Collected data
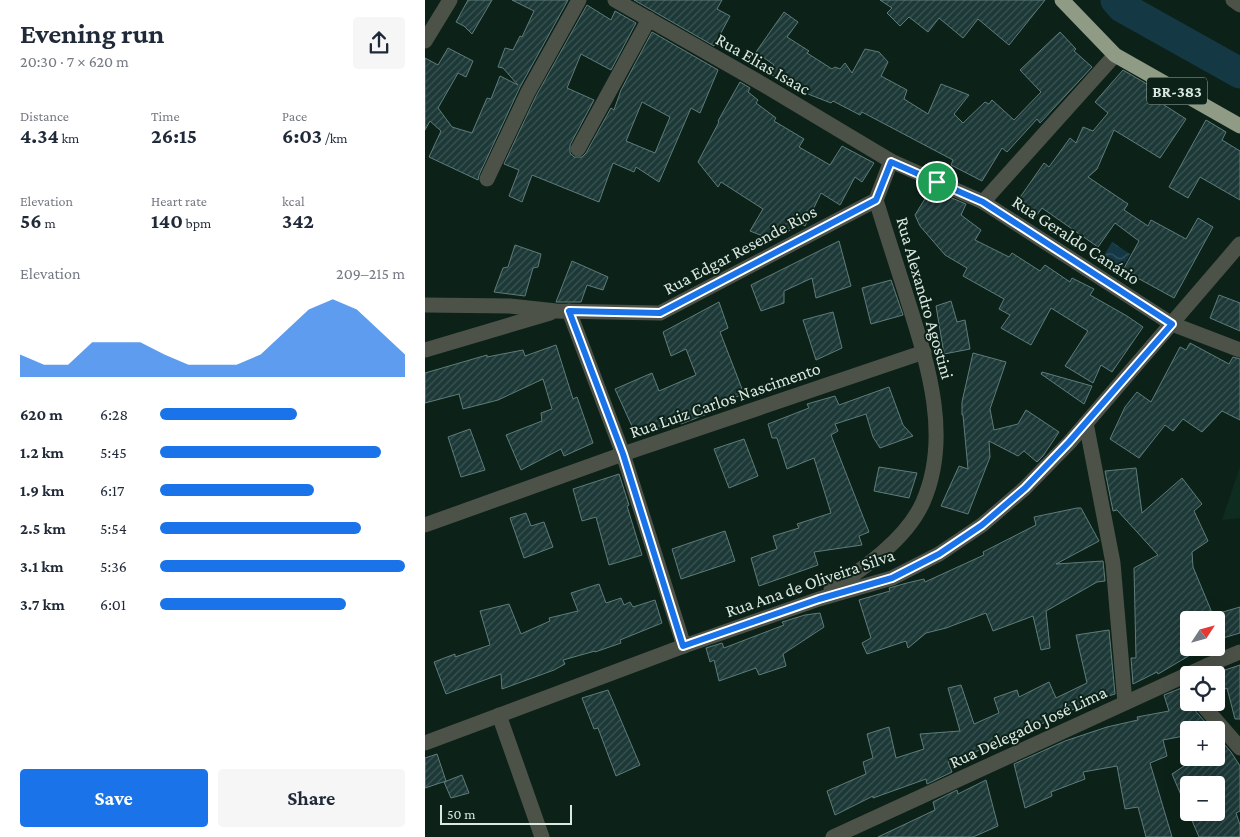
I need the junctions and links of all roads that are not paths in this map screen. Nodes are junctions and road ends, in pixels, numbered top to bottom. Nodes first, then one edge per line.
1 (450, 0) edge
2 (579, 0) edge
3 (615, 0) edge
4 (1062, 0) edge
5 (1233, 0) edge
6 (1240, 5) edge
7 (649, 19) junction
8 (425, 41) edge
9 (1115, 55) junction
10 (1240, 126) edge
11 (578, 149) dead end
12 (891, 162) junction
13 (487, 180) dead end
14 (876, 200) junction
15 (983, 202) junction
16 (1240, 244) edge
17 (425, 305) edge
18 (562, 311) junction
19 (1172, 324) junction
20 (425, 350) edge
21 (1240, 350) edge
22 (924, 352) junction
23 (1086, 423) junction
24 (623, 454) junction
25 (425, 525) edge
26 (819, 599) junction
27 (683, 646) junction
28 (1240, 652) edge
29 (1216, 666) edge
30 (1180, 685) edge
31 (1125, 703) junction
32 (1208, 711) edge
33 (499, 715) junction
34 (425, 743) edge
35 (1240, 748) edge
36 (542, 837) edge
37 (833, 837) edge

1 - 8 street
2 - 13 street
3 - 7 street, Rua Elias Isaac
4 - 9 highway, BR-383
5 - 6 street
7 - 11 street
7 - 12 street, Rua Elias Isaac
9 - 10 highway, BR-383
9 - 15 street
12 - 14 street
12 - 15 street, Rua Geraldo Canário
14 - 18 street, Rua Edgar Resende Rios
14 - 22 street, Rua Alexandro Agostini
15 - 19 street, Rua Geraldo Canário
16 - 19 street, Rua Ana de Oliveira Silva
17 - 18 street, Rua Edgar Resende Rios
18 - 20 street
18 - 24 street
19 - 21 street, Rua Geraldo Canário
19 - 23 street, Rua Ana de Oliveira Silva
22 - 24 street, Rua Luiz Carlos Nascimento
22 - 26 street, Rua Alexandro Agostini
23 - 26 street, Rua Ana de Oliveira Silva
23 - 31 street
24 - 25 street, Rua Luiz Carlos Nascimento
24 - 27 street
26 - 27 street, Rua Ana de Oliveira Silva
27 - 33 street, Rua Ana de Oliveira Silva
28 - 29 street, Rua Delegado José Lima
30 - 31 street, Rua Delegado José Lima
31 - 37 street, Rua Delegado José Lima
32 - 35 street
33 - 34 street, Rua Ana de Oliveira Silva
33 - 36 street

**REQUIRED WORK:** All of the lines above must be repeated without alteration, though the pictures are to be excluded.

**WRITTEN RESPONSE:**
I need the junctions and links of all roads that are not paths in this map screen. Nodes are junctions and road ends, in pixels, numbered top to bottom. Nodes first, then one edge per line.
1 (450, 0) edge
2 (579, 0) edge
3 (615, 0) edge
4 (1062, 0) edge
5 (1233, 0) edge
6 (1240, 5) edge
7 (649, 19) junction
8 (425, 41) edge
9 (1115, 55) junction
10 (1240, 126) edge
11 (578, 149) dead end
12 (891, 162) junction
13 (487, 180) dead end
14 (876, 200) junction
15 (983, 202) junction
16 (1240, 244) edge
17 (425, 305) edge
18 (562, 311) junction
19 (1172, 324) junction
20 (425, 350) edge
21 (1240, 350) edge
22 (924, 352) junction
23 (1086, 423) junction
24 (623, 454) junction
25 (425, 525) edge
26 (819, 599) junction
27 (683, 646) junction
28 (1240, 652) edge
29 (1216, 666) edge
30 (1180, 685) edge
31 (1125, 703) junction
32 (1208, 711) edge
33 (499, 715) junction
34 (425, 743) edge
35 (1240, 748) edge
36 (542, 837) edge
37 (833, 837) edge

1 - 8 street
2 - 13 street
3 - 7 street, Rua Elias Isaac
4 - 9 highway, BR-383
5 - 6 street
7 - 11 street
7 - 12 street, Rua Elias Isaac
9 - 10 highway, BR-383
9 - 15 street
12 - 14 street
12 - 15 street, Rua Geraldo Canário
14 - 18 street, Rua Edgar Resende Rios
14 - 22 street, Rua Alexandro Agostini
15 - 19 street, Rua Geraldo Canário
16 - 19 street, Rua Ana de Oliveira Silva
17 - 18 street, Rua Edgar Resende Rios
18 - 20 street
18 - 24 street
19 - 21 street, Rua Geraldo Canário
19 - 23 street, Rua Ana de Oliveira Silva
22 - 24 street, Rua Luiz Carlos Nascimento
22 - 26 street, Rua Alexandro Agostini
23 - 26 street, Rua Ana de Oliveira Silva
23 - 31 street
24 - 25 street, Rua Luiz Carlos Nascimento
24 - 27 street
26 - 27 street, Rua Ana de Oliveira Silva
27 - 33 street, Rua Ana de Oliveira Silva
28 - 29 street, Rua Delegado José Lima
30 - 31 street, Rua Delegado José Lima
31 - 37 street, Rua Delegado José Lima
32 - 35 street
33 - 34 street, Rua Ana de Oliveira Silva
33 - 36 street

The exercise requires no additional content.